Could be the network. How are you using those three links? In a LAG? Bandwidth wise each 1 Gig link is capable of max 125 MBytes per second. Have you checked their utilization? My guess it won't be over-saturated, but worth a look.

Mtnduey · May 5, 2013

Hey there I've got quite a history of Netapp (and EMC, Hitachi, Sun, HP) enterprise storage admin under my belt but I have some quick questions for you to help narrow things down.

Let me start off by saying that you have a bottleneck, plain and simple, these questions are designed to help you find the bottleneck. To put it simply, the FAS3240 filer and DS4243 SAS connected shelves are blazingly fast and will more than meet the needs of your VM environment. The FAS3240 is using Nehalem based CPU's, it's predecessor the 3140 was using AMD Socket F dual core CPU's that are slower than the avg i3 based laptop. So to put it simply, I've had 3140's running over 500 guest hosts each filer using crappy old DS14 mk2 shelves with 10,000rpm drives. So your hardware can totally rock this.

Are you using iSCSI storage for your ESXi hosts or are you using Fiber Channel?

If the answer is Fiber Channel then perceived slowness with VM's ISNT because you have three 1gb NIC connections for production as you say, let me know and we'll dig into FC next.

If you're using iSCSI then we need to discuss a few other things.

NIC Bonding. I'm assuming here that you're taking advantage of NIC bonding and if not why not, but since you likely are bonding NIC's, are you using LACP? If not LACP was there a reason why? If you're using Cisco switches, did you setup your port channel correctly for LACP? If yes, are you sure? If you're still sure, are you absolutely sure? I say this because LACP is different than a standard channel group and the settings need to be spot on for LACP to work properly.

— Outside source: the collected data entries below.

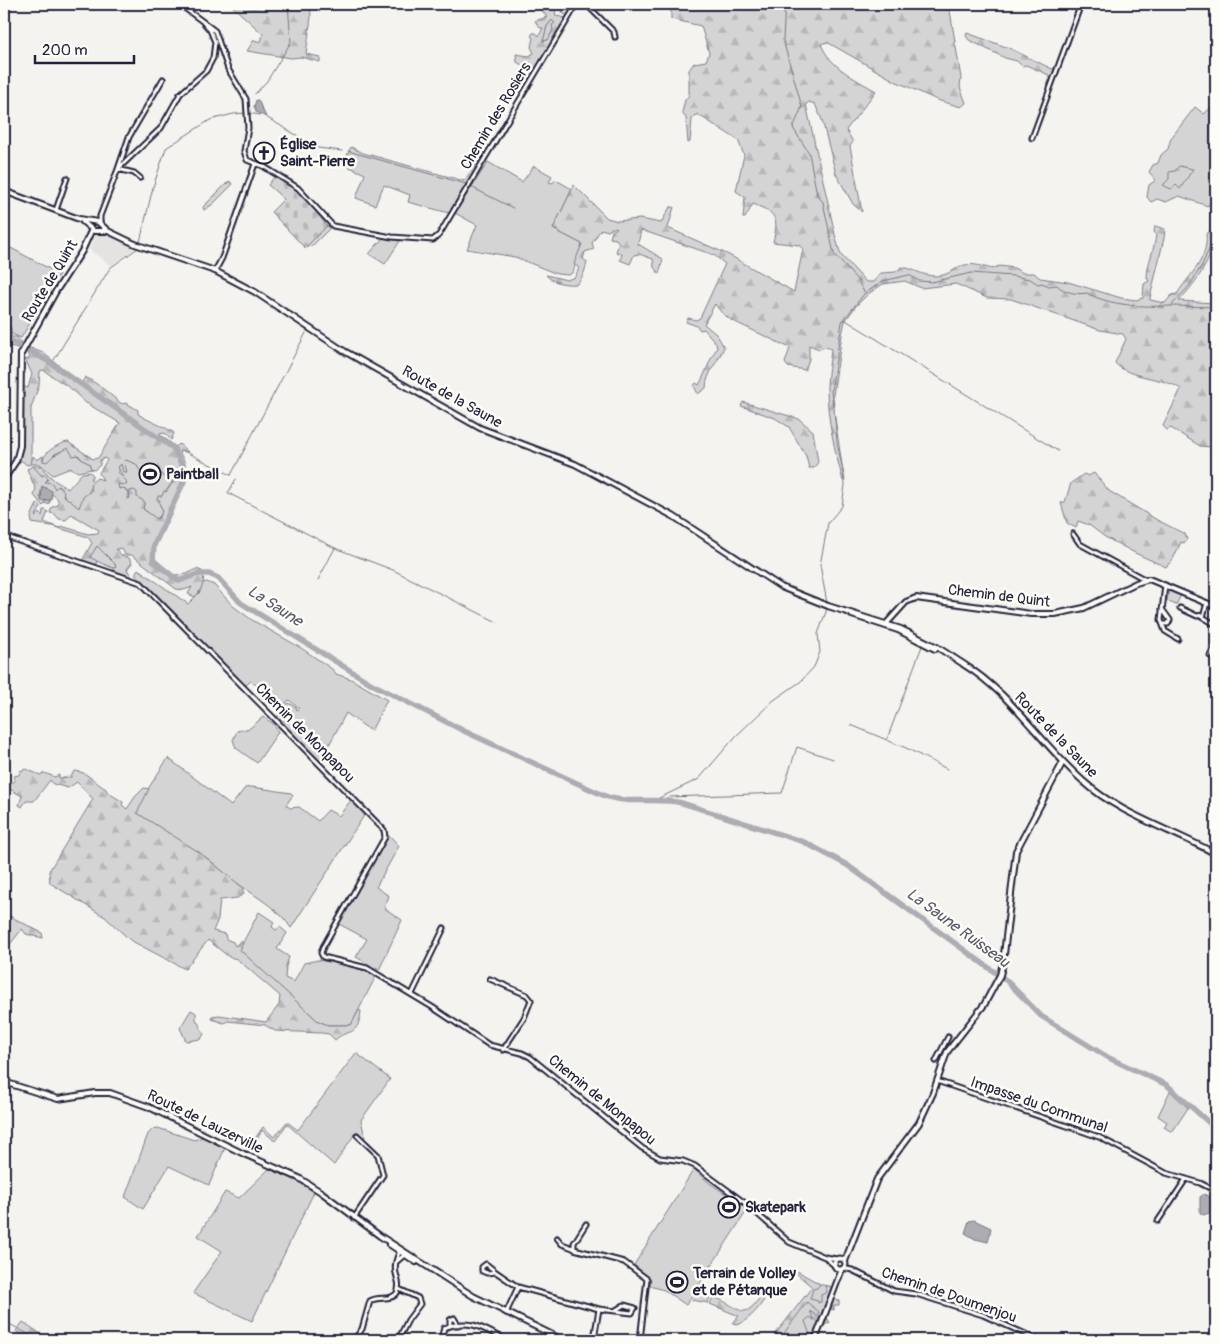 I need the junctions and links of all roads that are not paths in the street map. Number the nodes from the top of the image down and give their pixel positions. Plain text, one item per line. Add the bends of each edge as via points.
1 (179, 4) edge
2 (577, 4) edge
3 (586, 4) edge
4 (1080, 4) edge
5 (202, 21) junction
6 (615, 37) dead end
7 (163, 79) dead end
8 (1032, 138) dead end
9 (255, 164) junction
10 (118, 169) junction
11 (67, 178) dead end
12 (140, 178) dead end
13 (4, 191) edge
14 (56, 210) junction
15 (79, 219) junction
16 (97, 223) junction
17 (94, 230) junction
18 (108, 231) junction
19 (215, 271) junction
20 (4, 479) edge
21 (1073, 534) dead end
22 (4, 536) edge
23 (1146, 580) junction
24 (1166, 585) junction
25 (1208, 603) junction
26 (1216, 607) edge
27 (1162, 608) junction
28 (1180, 608) dead end
29 (1203, 615) junction
30 (1164, 624) junction
31 (889, 625) junction
32 (1216, 625) edge
33 (1178, 640) dead end
34 (1216, 645) edge
35 (1210, 656) dead end
36 (1063, 762) junction
37 (1068, 768) junction
38 (1055, 778) junction
39 (1216, 854) edge
40 (444, 928) dead end
41 (490, 979) dead end
42 (412, 994) junction
43 (948, 1037) dead end
44 (942, 1049) junction
45 (503, 1050) junction
46 (947, 1052) junction
47 (936, 1061) dead end
48 (937, 1081) junction
49 (4, 1082) edge
50 (357, 1135) dead end
51 (1186, 1180) junction
52 (1216, 1191) edge
53 (354, 1218) junction
54 (1158, 1221) dead end
55 (586, 1224) dead end
56 (557, 1238) dead end
57 (573, 1248) junction
58 (848, 1250) junction
59 (402, 1253) junction
60 (825, 1257) junction
61 (838, 1259) junction
62 (844, 1265) junction
63 (835, 1267) junction
64 (496, 1272) dead end
65 (838, 1280) junction
66 (518, 1286) junction
67 (399, 1289) junction
68 (599, 1309) junction
69 (616, 1310) junction
70 (506, 1312) junction
71 (458, 1325) junction
72 (450, 1326) junction
73 (597, 1333) junction
74 (354, 1340) edge
75 (398, 1340) edge
76 (445, 1340) edge
77 (505, 1340) edge
78 (563, 1340) edge
79 (594, 1340) edge
80 (600, 1340) edge
81 (640, 1340) edge
82 (815, 1340) edge
83 (843, 1340) edge
84 (875, 1340) edge
85 (1039, 1340) edge

1 - 5 street
2 - 9 street, Chemin des Rosiers via 435,240 392,237 332,226 298,188
3 - 6 street
4 - 8 street
5 - 9 street via 215,31 228,69 246,99 245,154 247,160
5 - 10 street via 214,38 212,62 180,94 156,134
7 - 10 street via 129,138
9 - 19 street
10 - 12 street
10 - 16 street
11 - 14 street
13 - 14 street, Route de la Saune
14 - 15 street, Route de la Saune
15 - 16 street, Route de la Saune
15 - 17 street, Route de la Saune
16 - 17 street
16 - 17 street
16 - 18 street, Route de la Saune
17 - 18 street, Route de la Saune
17 - 20 street, Route de Quint via 22,352 19,450
18 - 19 street, Route de la Saune
19 - 31 street, Route de la Saune via 259,295 344,351 474,425 582,467 681,521 776,584 839,610
21 - 23 street via 1080,544
22 - 42 street, Chemin de Monpapou via 141,583 384,830 385,837 321,954 330,960 360,965
23 - 24 street
23 - 31 street, Chemin de Quint via 1090,606 1064,613 1031,614 919,598 906,602
24 - 25 street
24 - 27 street
25 - 26 street
25 - 29 street
27 - 30 street
27 - 30 street via 1170,620
28 - 29 street via 1197,616
29 - 32 street
30 - 33 street via 1165,631
31 - 36 street, Route de la Saune via 924,640 994,687
34 - 35 street
36 - 37 street, Route de la Saune
36 - 38 street
37 - 38 street
37 - 39 street, Route de la Saune via 1115,803
38 - 46 street via 1017,848 1002,970 977,1017
40 - 42 street
41 - 45 street via 532,1000
42 - 45 street, Chemin de Monpapou via 479,1040
43 - 44 street
44 - 46 street
44 - 47 street
45 - 60 street, Chemin de Monpapou via 530,1057 642,1148 660,1158 692,1164 745,1203 785,1239
46 - 48 street
48 - 51 street, Impasse du Communal via 1099,1137 1151,1166
48 - 58 street via 920,1123 875,1185
49 - 53 street, Route de Lauzerville via 62,1099 95,1092 116,1094 299,1178
50 - 53 street via 378,1155 383,1175
51 - 52 street, Impasse du Communal
51 - 54 street
53 - 59 street, Route de Lauzerville
55 - 57 street
56 - 57 street
57 - 81 street via 624,1262 646,1277 648,1284
58 - 61 street
58 - 62 street
59 - 67 street via 395,1262 394,1270
59 - 70 street, Route de Lauzerville
60 - 61 street, Chemin de Monpapou
60 - 63 street, Chemin de Monpapou
61 - 62 street
61 - 63 street
62 - 63 street
62 - 65 street
62 - 85 street, Chemin de Doumenjou via 894,1291 916,1294 983,1315
63 - 65 street
64 - 66 street
65 - 82 street
66 - 68 street
66 - 70 street
67 - 74 street via 393,1297 369,1302 362,1329
67 - 75 street via 418,1298 420,1304
68 - 69 street
68 - 73 street
69 - 69 street via 632,1313 635,1308 624,1305
70 - 78 street, Route de Lauzerville
71 - 72 street
71 - 72 street via 454,1318 450,1320
71 - 77 street via 476,1324
72 - 76 street via 443,1330
73 - 79 street
73 - 80 street
79 - 80 street
83 - 84 street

Are the Netapp Ethernet links going to a core switch or something further down the distribution chain? If further down the distribution chain, verify you have proper uplinks back to the core switches to handle the kind of bandwidth needed for iSCSI. Are the ESXi hosts using multiple bonded nics themselves? Are those ports setup correctly? Are you sure??? Are the ESXi hosts cabled up to the same switch as Netapp filers or are they on different switches? If they're on different switches then one thing you need to understand is communication between the filer and ESXi host is taking place outside the switch vs intra-switch if on same switch, this slows things down considerably and you can quickly fill up uplink connections using iSCSI in a VM environment of your size without proper vision and implementation. The answer is likely no, but you're not trying to use jumbo frames for iSCSI are you? One more thing, for iSCSI please tell me you're using a layer 2 vlan and not layer 3, for that matter you are using a dedicated VLAN for your iSCSI traffic right? If not, do so sooner rather than later.

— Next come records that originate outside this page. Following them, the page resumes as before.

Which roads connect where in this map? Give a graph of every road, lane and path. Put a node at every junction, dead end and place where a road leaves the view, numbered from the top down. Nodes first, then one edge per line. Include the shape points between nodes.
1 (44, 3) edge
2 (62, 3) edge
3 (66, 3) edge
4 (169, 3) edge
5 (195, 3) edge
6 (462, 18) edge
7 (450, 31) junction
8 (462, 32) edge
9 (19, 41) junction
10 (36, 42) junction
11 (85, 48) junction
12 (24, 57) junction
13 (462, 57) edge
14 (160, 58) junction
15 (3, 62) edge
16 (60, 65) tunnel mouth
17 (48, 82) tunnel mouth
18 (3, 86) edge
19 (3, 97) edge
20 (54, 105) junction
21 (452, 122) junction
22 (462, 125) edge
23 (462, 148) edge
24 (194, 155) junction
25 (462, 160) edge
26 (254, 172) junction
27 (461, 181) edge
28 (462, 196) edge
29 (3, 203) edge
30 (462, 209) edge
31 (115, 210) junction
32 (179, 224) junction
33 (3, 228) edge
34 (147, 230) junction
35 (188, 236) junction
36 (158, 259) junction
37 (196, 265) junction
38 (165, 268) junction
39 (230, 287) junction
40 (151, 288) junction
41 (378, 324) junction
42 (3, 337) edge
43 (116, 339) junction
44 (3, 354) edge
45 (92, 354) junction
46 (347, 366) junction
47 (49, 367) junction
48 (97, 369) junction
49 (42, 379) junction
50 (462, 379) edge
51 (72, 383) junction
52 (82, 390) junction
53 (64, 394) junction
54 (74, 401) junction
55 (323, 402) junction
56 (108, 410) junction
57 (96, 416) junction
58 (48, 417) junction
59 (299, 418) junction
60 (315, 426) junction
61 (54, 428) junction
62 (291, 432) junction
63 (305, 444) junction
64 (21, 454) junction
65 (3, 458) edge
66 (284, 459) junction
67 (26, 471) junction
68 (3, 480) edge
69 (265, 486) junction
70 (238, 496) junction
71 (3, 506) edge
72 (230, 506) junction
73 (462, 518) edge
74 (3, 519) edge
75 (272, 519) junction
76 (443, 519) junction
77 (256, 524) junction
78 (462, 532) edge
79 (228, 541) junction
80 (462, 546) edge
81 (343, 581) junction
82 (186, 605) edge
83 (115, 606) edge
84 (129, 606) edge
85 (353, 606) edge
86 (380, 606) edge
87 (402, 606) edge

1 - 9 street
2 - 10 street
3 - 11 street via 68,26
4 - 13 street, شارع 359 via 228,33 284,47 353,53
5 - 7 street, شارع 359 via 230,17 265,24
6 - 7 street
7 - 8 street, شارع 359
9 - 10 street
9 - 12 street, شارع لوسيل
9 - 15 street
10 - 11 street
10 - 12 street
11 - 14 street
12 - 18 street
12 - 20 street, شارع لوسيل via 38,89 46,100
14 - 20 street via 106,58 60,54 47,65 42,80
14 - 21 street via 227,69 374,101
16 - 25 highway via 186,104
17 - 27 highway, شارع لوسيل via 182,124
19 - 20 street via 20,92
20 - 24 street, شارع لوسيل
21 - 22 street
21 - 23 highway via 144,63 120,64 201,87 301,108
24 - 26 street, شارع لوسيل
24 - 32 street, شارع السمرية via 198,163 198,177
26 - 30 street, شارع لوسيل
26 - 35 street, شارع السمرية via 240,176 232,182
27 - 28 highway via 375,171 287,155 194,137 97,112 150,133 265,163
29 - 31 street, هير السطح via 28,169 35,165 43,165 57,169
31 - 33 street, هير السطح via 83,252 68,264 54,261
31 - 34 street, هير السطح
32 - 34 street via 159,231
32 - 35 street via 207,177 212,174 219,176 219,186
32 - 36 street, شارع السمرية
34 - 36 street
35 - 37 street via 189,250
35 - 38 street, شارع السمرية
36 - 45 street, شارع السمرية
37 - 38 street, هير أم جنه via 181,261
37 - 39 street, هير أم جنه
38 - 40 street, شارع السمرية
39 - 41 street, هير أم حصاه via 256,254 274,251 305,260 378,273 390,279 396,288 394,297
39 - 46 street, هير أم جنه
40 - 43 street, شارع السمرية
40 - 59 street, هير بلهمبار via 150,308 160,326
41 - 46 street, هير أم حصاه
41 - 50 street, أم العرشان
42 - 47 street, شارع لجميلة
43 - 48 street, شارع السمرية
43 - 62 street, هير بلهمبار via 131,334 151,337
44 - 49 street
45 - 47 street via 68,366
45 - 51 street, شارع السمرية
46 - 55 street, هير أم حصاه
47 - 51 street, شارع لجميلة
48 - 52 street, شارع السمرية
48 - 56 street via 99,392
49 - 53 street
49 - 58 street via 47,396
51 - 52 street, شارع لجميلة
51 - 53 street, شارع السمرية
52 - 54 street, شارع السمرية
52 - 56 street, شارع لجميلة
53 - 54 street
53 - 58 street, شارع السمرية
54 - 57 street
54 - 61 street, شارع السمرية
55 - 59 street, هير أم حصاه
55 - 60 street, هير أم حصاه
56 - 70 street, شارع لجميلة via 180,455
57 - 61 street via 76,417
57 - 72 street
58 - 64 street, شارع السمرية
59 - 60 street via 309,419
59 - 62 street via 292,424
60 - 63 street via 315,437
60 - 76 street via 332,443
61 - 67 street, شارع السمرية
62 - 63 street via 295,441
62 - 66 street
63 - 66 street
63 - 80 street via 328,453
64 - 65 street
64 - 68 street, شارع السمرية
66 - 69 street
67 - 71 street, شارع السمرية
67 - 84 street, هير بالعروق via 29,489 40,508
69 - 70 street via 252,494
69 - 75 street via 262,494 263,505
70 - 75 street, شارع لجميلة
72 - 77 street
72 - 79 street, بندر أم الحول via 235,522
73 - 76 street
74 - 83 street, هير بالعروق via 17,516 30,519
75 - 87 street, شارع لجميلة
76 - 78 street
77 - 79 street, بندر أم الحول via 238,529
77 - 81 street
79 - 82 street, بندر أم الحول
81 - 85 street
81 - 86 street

We also don't know what sort of servers you're using for your VM environment, tell me more and that may help clarify things.

As for the copy speed with that 7gb file. Was that going from VM to VM or....? Was this Windows or Linux? What protocol did you use (ftp, scp, rsync, super_dynamic_transfer_protocol_42, etc...)? Did you try going from a physical server to a NFS or CIFS share for a speed comparison?

One final question, since you have a Netapp filer you should have the deduplication license (SIS), are you using this with your VM environment? If you are, make sure your SIS schedule is NOT set to auto and has a well defined schedule that does the SIS scan outside of production hours. If you're NOT using SIS, is there a reason? If you do it correctly you can end up in a place where common OS files are running in cache 24x7 resulting in a surprisingly quick responding VM environment.

Once we hash this out we can go into aggregates, volumes, luns and fun stuff like that.

Do me a favor and PM me and let me know you responded to this, I don't normally browse this sub-forum.

mikeblas · May 5, 2013

Yes, 13 megabytes/second is very slow. In a sequential copy, you'd expect four or five times that from a single directly attached consumer SATA drive.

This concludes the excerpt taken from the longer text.